Just how common are rare words? Let's plot a histogram to find out.

In [None]:
plt.figure()
plt.hist(word_counts.values(), bins=100)
plt.xlabel('number of documents a word appears in')
plt.ylabel('number of words')
plt.show()
Counter(word_counts.values()).most_common(5)

**Whoa!** There are 7,571 out of 12,166 words that occur exactly once, and 1,698 that occur exactly twice.

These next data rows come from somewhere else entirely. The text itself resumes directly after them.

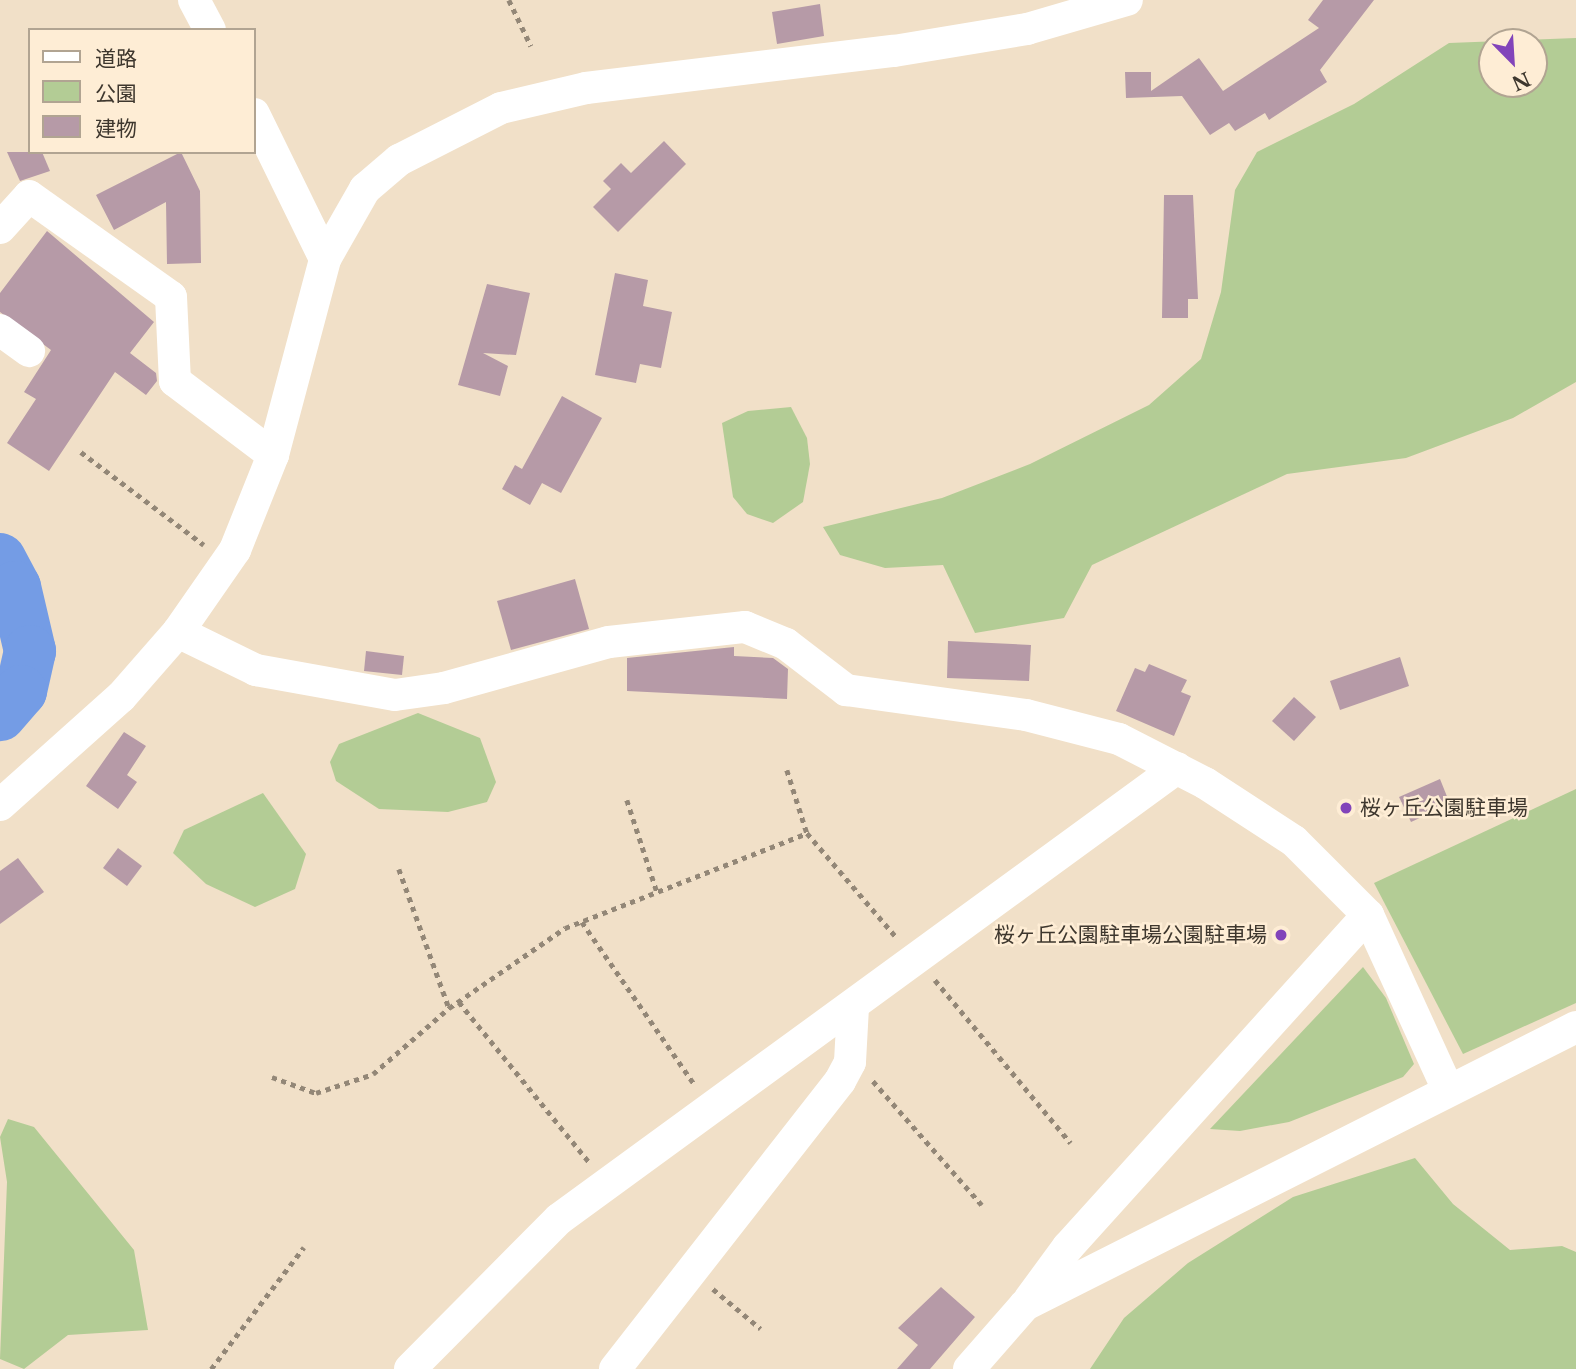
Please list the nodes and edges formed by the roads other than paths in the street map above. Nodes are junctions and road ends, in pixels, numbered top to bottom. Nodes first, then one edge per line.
1 (194, 0) edge
2 (1127, 0) edge
3 (209, 28) edge
4 (256, 118) edge
5 (0, 229) edge
6 (325, 259) junction
7 (0, 330) edge
8 (29, 351) dead end
9 (273, 455) junction
10 (178, 632) junction
11 (1177, 768) junction
12 (0, 805) edge
13 (1368, 915) junction
14 (853, 1007) junction
15 (1576, 1027) edge
16 (1448, 1090) junction
17 (1025, 1305) junction
18 (411, 1369) edge
19 (615, 1369) edge
20 (970, 1369) edge

1 - 3 street
2 - 6 street
4 - 6 street
5 - 9 street
6 - 9 street
7 - 8 street
9 - 10 street
10 - 11 street
10 - 12 street
11 - 13 street
11 - 14 street
13 - 16 street
13 - 17 street
14 - 18 street
14 - 19 street
15 - 16 street
16 - 17 street
17 - 20 street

This is very common in text collections. There are very many rare words and a small number of very common terms. This can sometimes be better seen in a `log-log` plot. These data somewhat follow something known as a [Power Law](https://en.wikipedia.org/wiki/Power_law) distribution, which just means this log-log plot is well-approximated by a linear fit.

In [None]:
# log-log plot of word frequencies
def log_log_plot(word_counts):
    plt.figure()
    plt.loglog(sorted(word_counts.values())[::-1])
    plt.xlabel('word rank')
    plt.ylabel('number of documents a word appears in')
    plt.show()

log_log_plot(word_counts)

That long, horizontal segment at the bottom right of the plot represents the 7,571 words that occur exactly once.

The words at the top left are the most common words (`the`, `and`, etc.)

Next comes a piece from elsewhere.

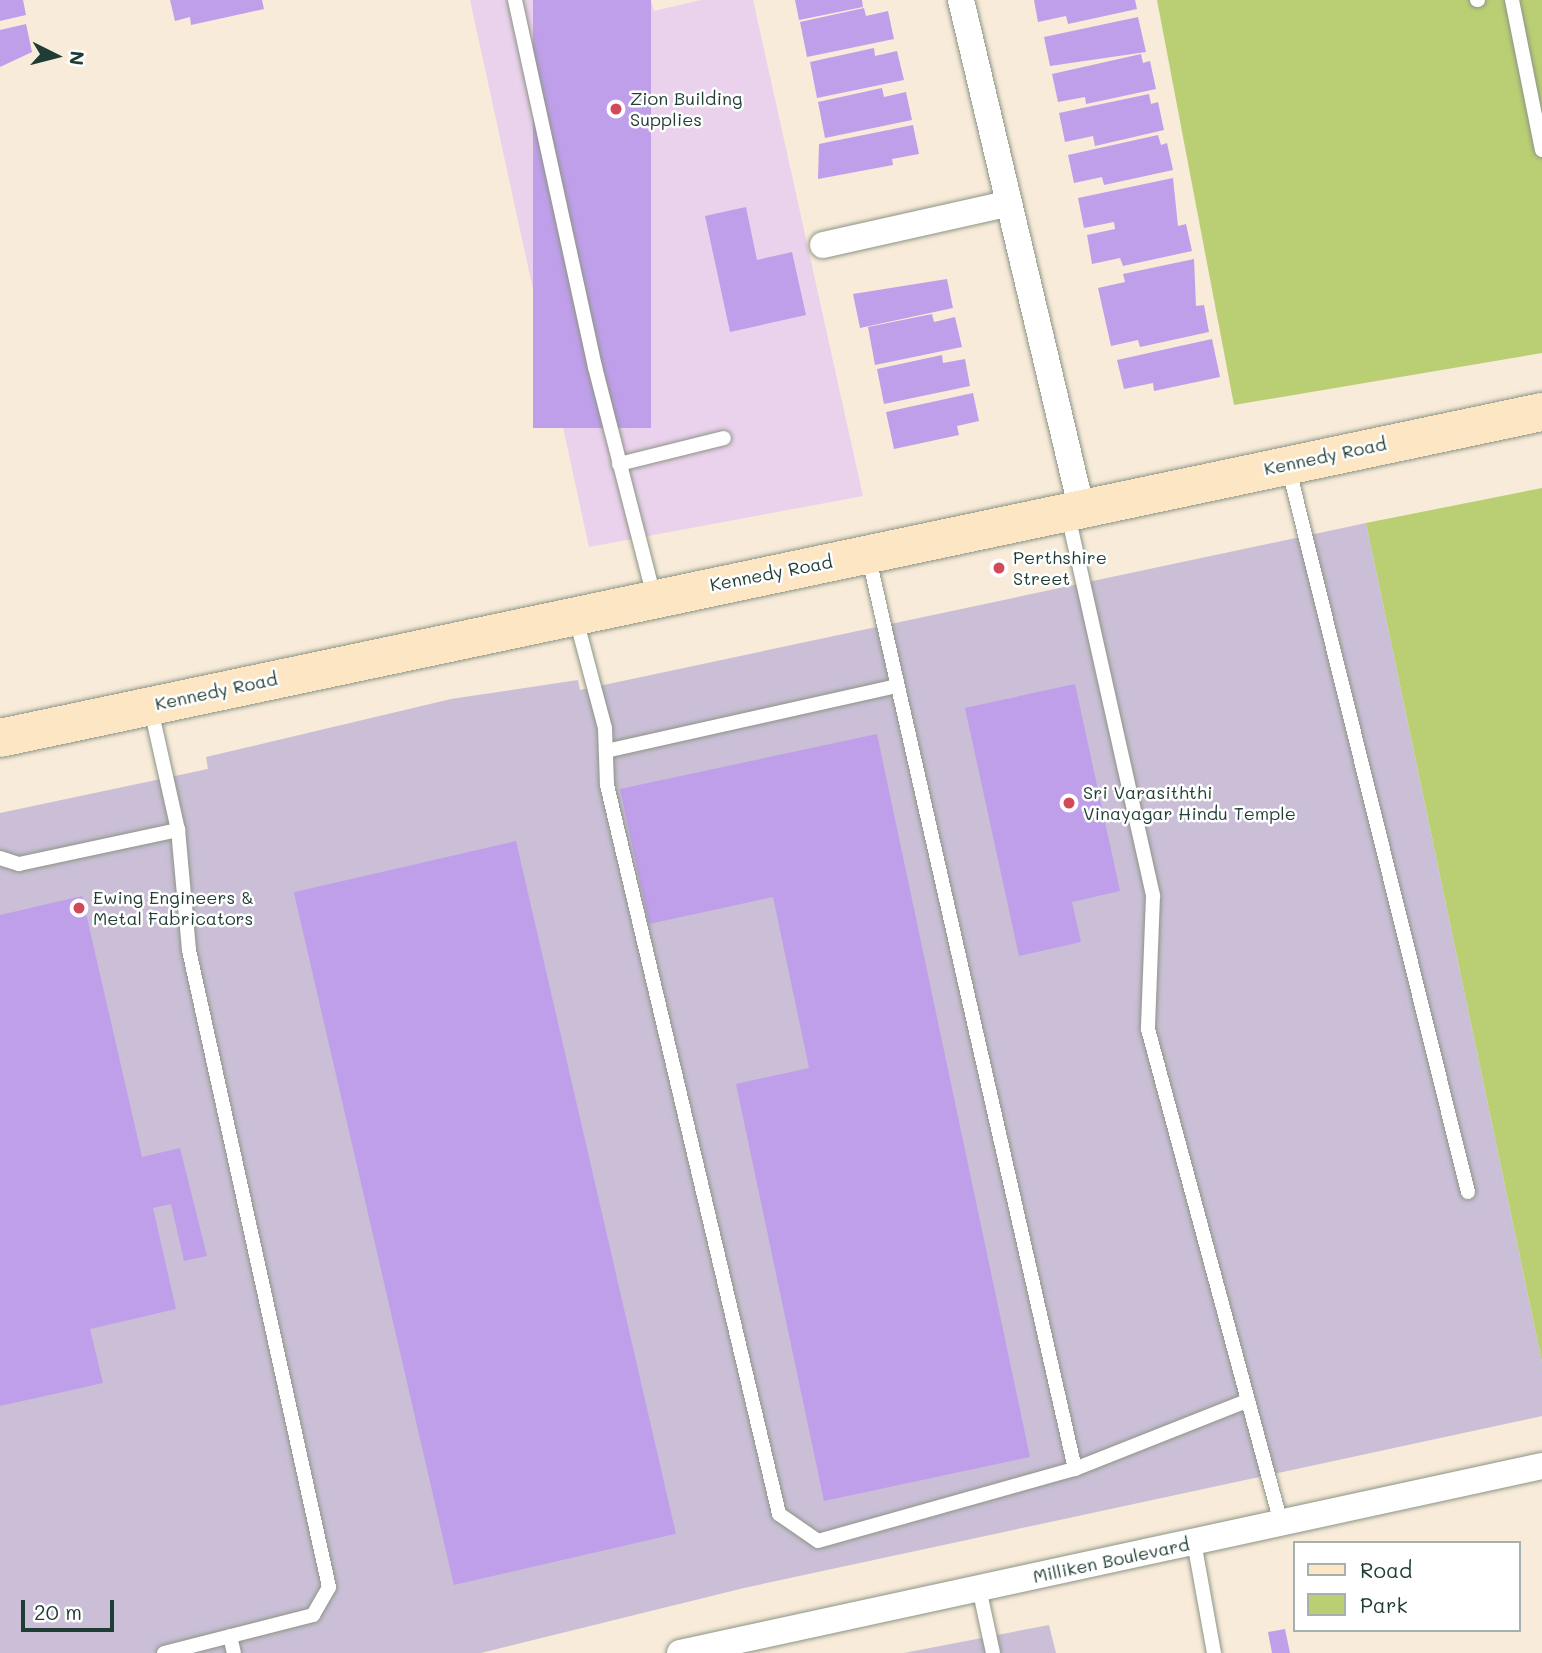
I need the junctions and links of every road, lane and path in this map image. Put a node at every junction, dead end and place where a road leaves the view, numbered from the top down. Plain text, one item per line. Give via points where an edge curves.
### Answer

It seems that neither very common nor very rare words should be informative in our model.
- For very rare words, we don't see enough examples to have much confidence in our probability estimates.
- For very common words, if they appear in just about every document, they probably do not correlate with the class label.

We will next create a `vocabulary`, which contains our final set of unique features. To do so, we will remove terms that occur too frequently or too infrequently.

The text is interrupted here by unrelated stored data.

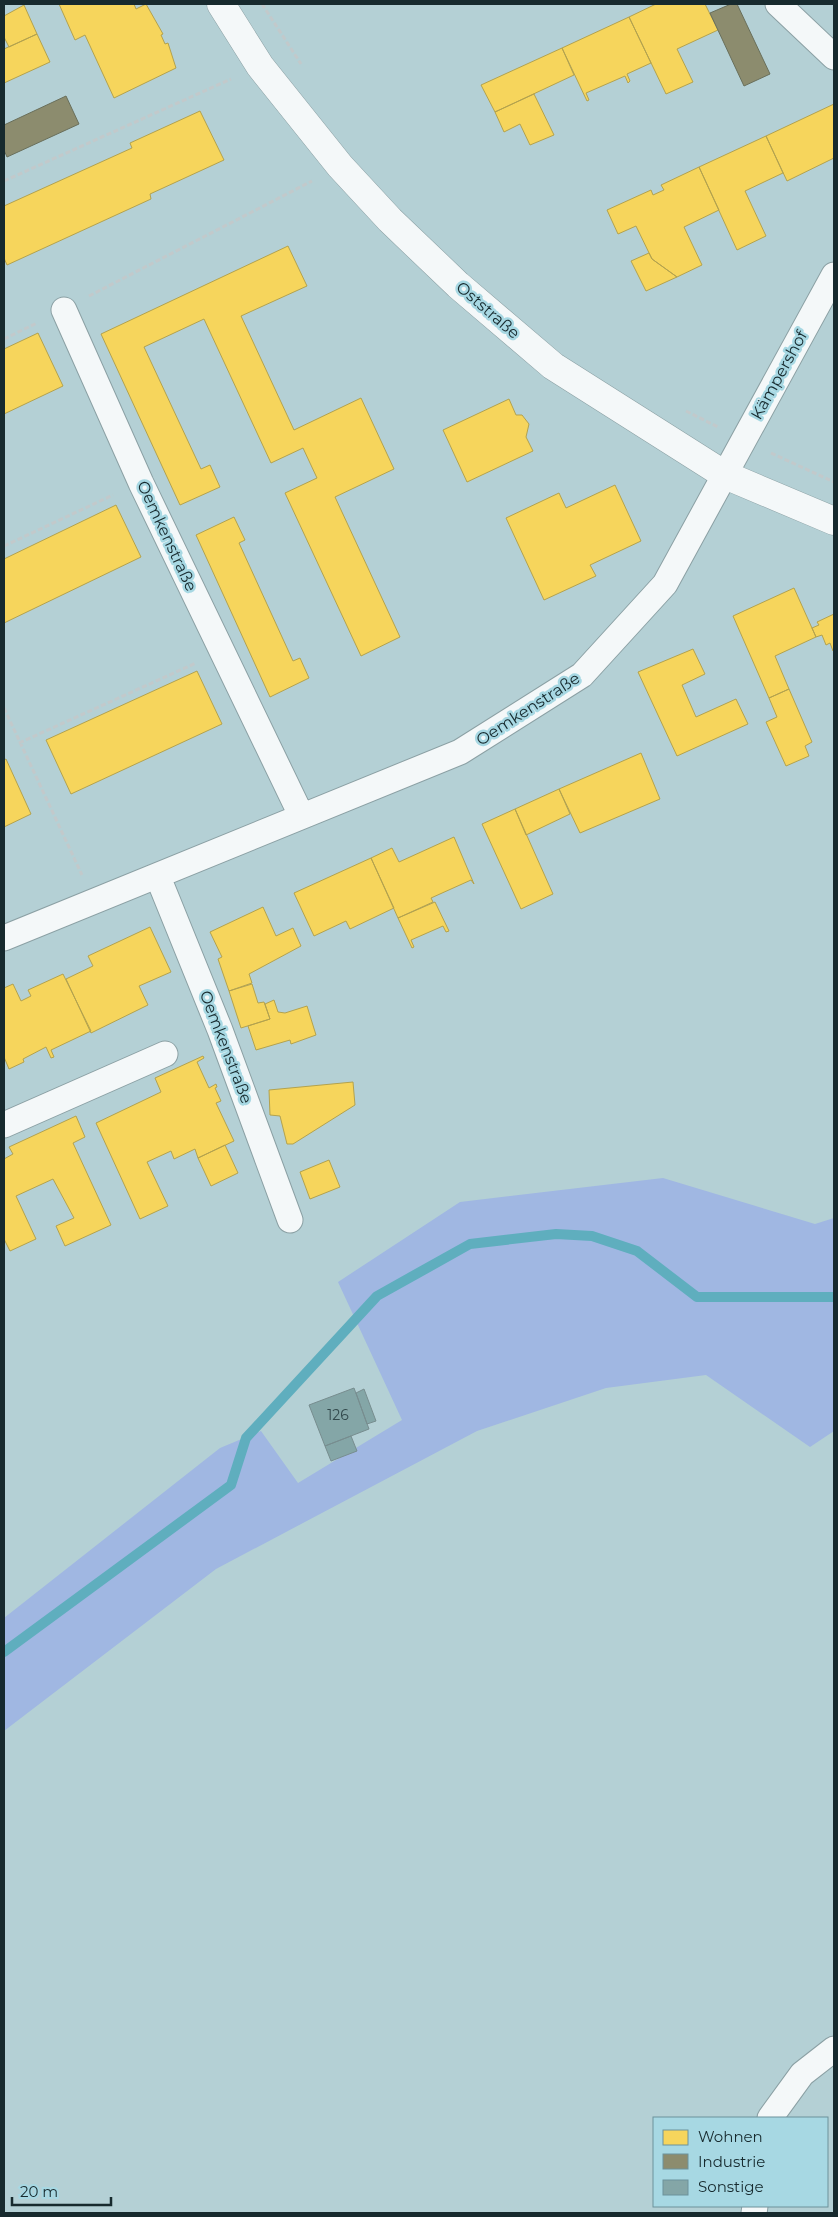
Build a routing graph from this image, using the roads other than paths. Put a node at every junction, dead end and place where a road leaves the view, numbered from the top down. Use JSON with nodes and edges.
{"nodes":[{"id":1,"x":221,"y":4,"type":"edge"},
{"id":2,"x":778,"y":4,"type":"edge"},
{"id":3,"x":834,"y":57,"type":"edge"},
{"id":4,"x":834,"y":275,"type":"edge"},
{"id":5,"x":64,"y":310,"type":"road end"},
{"id":6,"x":725,"y":475,"type":"junction"},
{"id":7,"x":834,"y":521,"type":"edge"},
{"id":8,"x":301,"y":815,"type":"junction"},
{"id":9,"x":158,"y":876,"type":"junction"},
{"id":10,"x":4,"y":938,"type":"edge"},
{"id":11,"x":165,"y":1054,"type":"dead end"},
{"id":12,"x":4,"y":1125,"type":"edge"},
{"id":13,"x":290,"y":1220,"type":"dead end"},
{"id":14,"x":834,"y":2049,"type":"edge"},
{"id":15,"x":771,"y":2117,"type":"edge"}],
"edges":[{"from":1,"to":6,"type":"street","name":"Oststraße"},
{"from":2,"to":3,"type":"street"},
{"from":4,"to":6,"type":"street","name":"Kämpershof"},
{"from":5,"to":8,"type":"street","name":"Oemkenstraße"},
{"from":6,"to":7,"type":"street","name":"Oststraße"},
{"from":6,"to":8,"type":"street","name":"Oemkenstraße"},
{"from":8,"to":9,"type":"street","name":"Oemkenstraße"},
{"from":9,"to":10,"type":"street","name":"Oemkenstraße"},
{"from":9,"to":13,"type":"street","name":"Oemkenstraße"},
{"from":11,"to":12,"type":"street"},
{"from":14,"to":15,"type":"street"}]}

The inputs to `create_vocabulary` are:
- word_counts: the Counter object compute above
- min_count: minimum document count allowed
- max_count: maximum document count allowed

This function should return a `dict` where each key is a word and the value is a unique `int` representing the identifier for that word. We will assign each word its value in alphabetical order, e.g. `{'aardvark': 0, 'beetle': 1, ...}`

In [None]:
def create_vocabulary(word_counts, min_count=2, max_count=100):
    # YOUR CODE HERE
    raise NotImplementedError()


vocabulary = create_vocabulary(word_counts, min_count=2, max_count=100)
list(vocabulary.items())[:10]

In [None]:
assert len(vocabulary) == 4519
assert list(vocabulary.items())[:10] == [('0', 0), ('1', 1), ('1/2', 2), ('10', 3), ('10/10', 4), ('100', 5), ('11', 6), ('12', 7), ('15', 8), ('16', 9)]

Now that we've finalized our vocabulary, we need to go back through all our `raw_features` in `train_df` and remove any that are not in this `vocabulary`. We store the result in a new column called `features`.

In [None]:
def prune_features(vocabulary, raw_feature_dict):
    return {k:v for k,v in raw_feature_dict.items() if k in vocabulary}

train_df['features'] = [prune_features(vocabulary, f) for f in train_df.raw_features]
train_df

In [None]:
# just as a sanity check, let's plot the word frequency distribution again.
word_counts_pruned = count_word_document_frequency(train_df.features)
log_log_plot(word_counts_pruned)
# yes, we've chopped off the left and right part of the original graph.

## Naive Bayes

OK, now we're finally ready to fit a classifier. Let's start with Bernoulli Naive Bayes. Recall the formula to compute the word probabilities for each class, using smoothing:

$$p(x_{k}=1|y=1) = \frac{\epsilon + \sum_{(x_i, y_i) \in D}1[x_{ik}=1 \wedge y_i=1]}{2 \epsilon + \sum_{(x_i, y_i) \in D} 1[y_i=1]}$$

Commonly, $\epsilon=1$ is used (“plus one” smoothing).

That is, the probability that word $k$ is present in a positive document is the fraction of positive documents that contain word $k$, modulo the smoothing terms.

To compute this, we'll first create a `dict` where keys are words and values are `p(x_{k}=1|y=1)`. We'll create a separate `dict` for $y=$pos and $y=$neg. You should be able to reuse your `count_word_document_frequency` method to help with this.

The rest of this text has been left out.